Only the pictures stay out; please return all the entries below exactly as written.

*** Opening Dataset entries ***

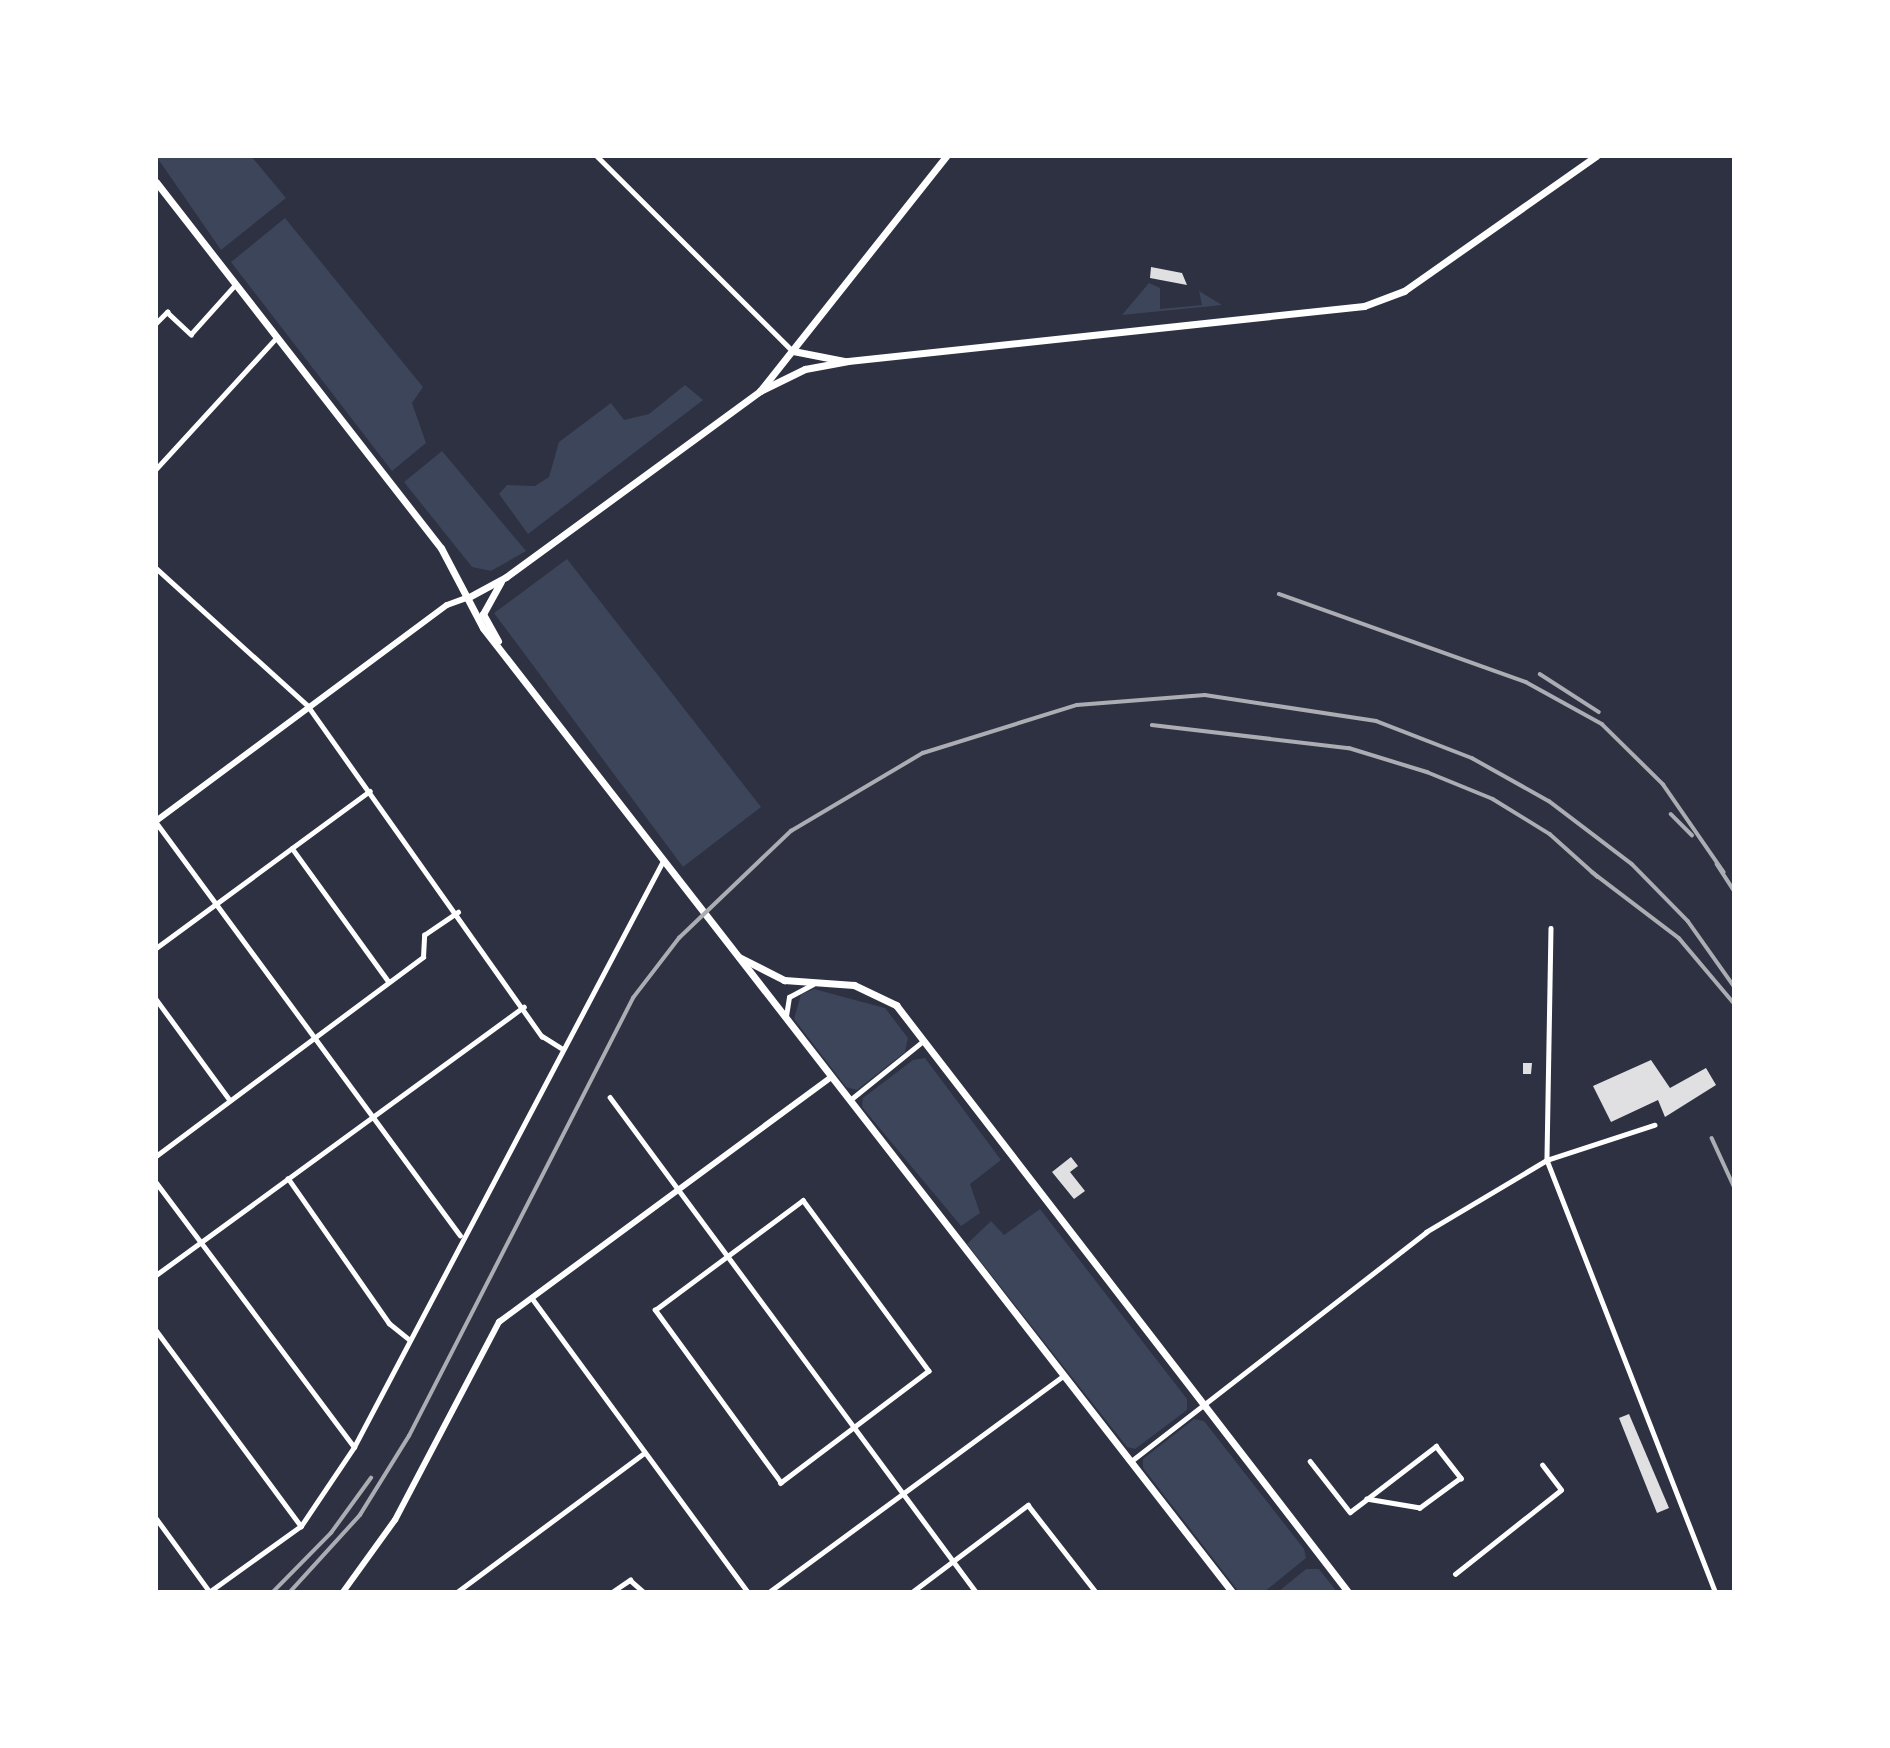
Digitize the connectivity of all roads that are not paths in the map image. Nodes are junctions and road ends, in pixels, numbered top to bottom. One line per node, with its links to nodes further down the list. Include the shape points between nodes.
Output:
1 (597, 156): 8 (street)
2 (946, 156): 8 (main road)
3 (1596, 156): 9 (main road, via 1404,290 1364,306)
4 (156, 182): 5 (main road)
5 (236, 285): 6 (street, via 191,334 167,312); 7 (main road)
6 (156, 323)
7 (276, 338): 11 (street); 14 (main road, via 441,548)
8 (793, 351): 9 (main road); 10 (main road)
9 (848, 362): 10 (main road, via 805,369)
10 (760, 391): 13 (main road)
11 (156, 469)
12 (156, 568): 16 (street)
13 (506, 577): 14 (main road); 15 (main road, via 489,595 484,614)
14 (469, 597): 15 (main road); 16 (street, via 447,605)
15 (512, 666): 20 (main road)
16 (308, 706): 17 (street); 18 (street)
17 (370, 791): 19 (street); 22 (street)
18 (156, 822): 21 (street)
19 (292, 848): 21 (street); 26 (street)
20 (663, 861): 25 (main road); 33 (street)
21 (219, 902): 24 (street); 31 (street)
22 (458, 912): 26 (street, via 424,935 423,957); 29 (street)
23 (1551, 928): 41 (street)
24 (156, 948)
25 (733, 953): 27 (main road, via 762,973); 30 (main road)
26 (389, 982): 31 (street)
27 (817, 982): 30 (street, via 789,997); 32 (main road, via 854,985 896,1005)
28 (156, 999): 36 (street)
29 (524, 1007): 33 (street, via 542,1036); 38 (street)
30 (786, 1021): 34 (main road)
31 (315, 1035): 36 (street); 38 (street)
32 (923, 1041): 37 (street); 53 (main road)
33 (561, 1048): 45 (street)
34 (830, 1078): 37 (main road); 44 (street)
35 (610, 1097): 44 (street)
36 (230, 1100): 40 (street)
37 (849, 1101): 52 (main road)
38 (372, 1115): 42 (street); 45 (street)
39 (1654, 1125): 41 (street)
40 (156, 1156)
41 (1547, 1160): 53 (street, via 1426,1232); 78 (street)
42 (288, 1178): 46 (street); 51 (street, via 389,1323)
43 (156, 1182): 46 (street)
44 (679, 1190): 47 (street); 49 (street)
45 (460, 1235): 51 (street)
46 (200, 1243): 48 (street); 55 (street)
47 (727, 1255): 54 (street); 54 (street, via 655,1310 781,1483); 54 (street, via 803,1200 857,1271 929,1371)
48 (156, 1275)
49 (531, 1297): 56 (street); 67 (street, via 499,1322 395,1520)
50 (156, 1330): 63 (street)
51 (409, 1339): 55 (street)
52 (1062, 1377): 58 (main road); 60 (street)
53 (1201, 1403): 58 (street); 77 (main road)
54 (855, 1428): 60 (street)
55 (354, 1447): 63 (street)
56 (644, 1453): 68 (street); 71 (street)
57 (1310, 1461): 61 (street, via 1350,1512)
58 (1129, 1462): 76 (main road)
59 (1542, 1465): 65 (street, via 1561,1490)
60 (904, 1494): 64 (street); 72 (street)
61 (1367, 1499): 61 (street, via 1436,1446 1461,1478 1420,1508)
62 (156, 1518): 66 (street)
63 (301, 1526): 66 (street)
64 (954, 1561): 73 (street); 74 (street); 75 (street, via 1028,1505)
65 (1454, 1574)
66 (209, 1592)
67 (342, 1592)
68 (457, 1592)
69 (612, 1592): 70 (street, via 630,1580)
70 (644, 1592)
71 (748, 1592)
72 (769, 1592)
73 (912, 1592)
74 (976, 1592)
75 (1096, 1592)
76 (1231, 1592)
77 (1348, 1592)
78 (1714, 1592)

*** Closing Dataset entries ***

> [Exercise solution]:
Digitize the connectivity of all roads that are not paths in the map image. Nodes are junctions and road ends, in pixels, numbered top to bottom. One line per node, with its links to nodes further down the list. Include the shape points between nodes.
Output:
1 (597, 156): 8 (street)
2 (946, 156): 8 (main road)
3 (1596, 156): 9 (main road, via 1404,290 1364,306)
4 (156, 182): 5 (main road)
5 (236, 285): 6 (street, via 191,334 167,312); 7 (main road)
6 (156, 323)
7 (276, 338): 11 (street); 14 (main road, via 441,548)
8 (793, 351): 9 (main road); 10 (main road)
9 (848, 362): 10 (main road, via 805,369)
10 (760, 391): 13 (main road)
11 (156, 469)
12 (156, 568): 16 (street)
13 (506, 577): 14 (main road); 15 (main road, via 489,595 484,614)
14 (469, 597): 15 (main road); 16 (street, via 447,605)
15 (512, 666): 20 (main road)
16 (308, 706): 17 (street); 18 (street)
17 (370, 791): 19 (street); 22 (street)
18 (156, 822): 21 (street)
19 (292, 848): 21 (street); 26 (street)
20 (663, 861): 25 (main road); 33 (street)
21 (219, 902): 24 (street); 31 (street)
22 (458, 912): 26 (street, via 424,935 423,957); 29 (street)
23 (1551, 928): 41 (street)
24 (156, 948)
25 (733, 953): 27 (main road, via 762,973); 30 (main road)
26 (389, 982): 31 (street)
27 (817, 982): 30 (street, via 789,997); 32 (main road, via 854,985 896,1005)
28 (156, 999): 36 (street)
29 (524, 1007): 33 (street, via 542,1036); 38 (street)
30 (786, 1021): 34 (main road)
31 (315, 1035): 36 (street); 38 (street)
32 (923, 1041): 37 (street); 53 (main road)
33 (561, 1048): 45 (street)
34 (830, 1078): 37 (main road); 44 (street)
35 (610, 1097): 44 (street)
36 (230, 1100): 40 (street)
37 (849, 1101): 52 (main road)
38 (372, 1115): 42 (street); 45 (street)
39 (1654, 1125): 41 (street)
40 (156, 1156)
41 (1547, 1160): 53 (street, via 1426,1232); 78 (street)
42 (288, 1178): 46 (street); 51 (street, via 389,1323)
43 (156, 1182): 46 (street)
44 (679, 1190): 47 (street); 49 (street)
45 (460, 1235): 51 (street)
46 (200, 1243): 48 (street); 55 (street)
47 (727, 1255): 54 (street); 54 (street, via 655,1310 781,1483); 54 (street, via 803,1200 857,1271 929,1371)
48 (156, 1275)
49 (531, 1297): 56 (street); 67 (street, via 499,1322 395,1520)
50 (156, 1330): 63 (street)
51 (409, 1339): 55 (street)
52 (1062, 1377): 58 (main road); 60 (street)
53 (1201, 1403): 58 (street); 77 (main road)
54 (855, 1428): 60 (street)
55 (354, 1447): 63 (street)
56 (644, 1453): 68 (street); 71 (street)
57 (1310, 1461): 61 (street, via 1350,1512)
58 (1129, 1462): 76 (main road)
59 (1542, 1465): 65 (street, via 1561,1490)
60 (904, 1494): 64 (street); 72 (street)
61 (1367, 1499): 61 (street, via 1436,1446 1461,1478 1420,1508)
62 (156, 1518): 66 (street)
63 (301, 1526): 66 (street)
64 (954, 1561): 73 (street); 74 (street); 75 (street, via 1028,1505)
65 (1454, 1574)
66 (209, 1592)
67 (342, 1592)
68 (457, 1592)
69 (612, 1592): 70 (street, via 630,1580)
70 (644, 1592)
71 (748, 1592)
72 (769, 1592)
73 (912, 1592)
74 (976, 1592)
75 (1096, 1592)
76 (1231, 1592)
77 (1348, 1592)
78 (1714, 1592)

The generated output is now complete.